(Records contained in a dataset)
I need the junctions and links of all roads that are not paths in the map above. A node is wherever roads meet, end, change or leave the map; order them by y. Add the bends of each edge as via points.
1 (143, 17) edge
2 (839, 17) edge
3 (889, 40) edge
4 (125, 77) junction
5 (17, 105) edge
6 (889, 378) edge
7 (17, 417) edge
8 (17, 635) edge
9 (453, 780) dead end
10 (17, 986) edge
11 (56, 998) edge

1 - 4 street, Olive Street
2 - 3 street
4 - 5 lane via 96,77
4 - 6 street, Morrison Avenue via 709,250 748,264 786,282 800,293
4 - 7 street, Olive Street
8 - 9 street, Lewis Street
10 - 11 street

● Task prompt
Each record, exactly as written, is to be printed again.

● Expected answer
I need the junctions and links of all roads that are not paths in the map above. A node is wherever roads meet, end, change or leave the map; order them by y. Add the bends of each edge as via points.
1 (143, 17) edge
2 (839, 17) edge
3 (889, 40) edge
4 (125, 77) junction
5 (17, 105) edge
6 (889, 378) edge
7 (17, 417) edge
8 (17, 635) edge
9 (453, 780) dead end
10 (17, 986) edge
11 (56, 998) edge

1 - 4 street, Olive Street
2 - 3 street
4 - 5 lane via 96,77
4 - 6 street, Morrison Avenue via 709,250 748,264 786,282 800,293
4 - 7 street, Olive Street
8 - 9 street, Lewis Street
10 - 11 street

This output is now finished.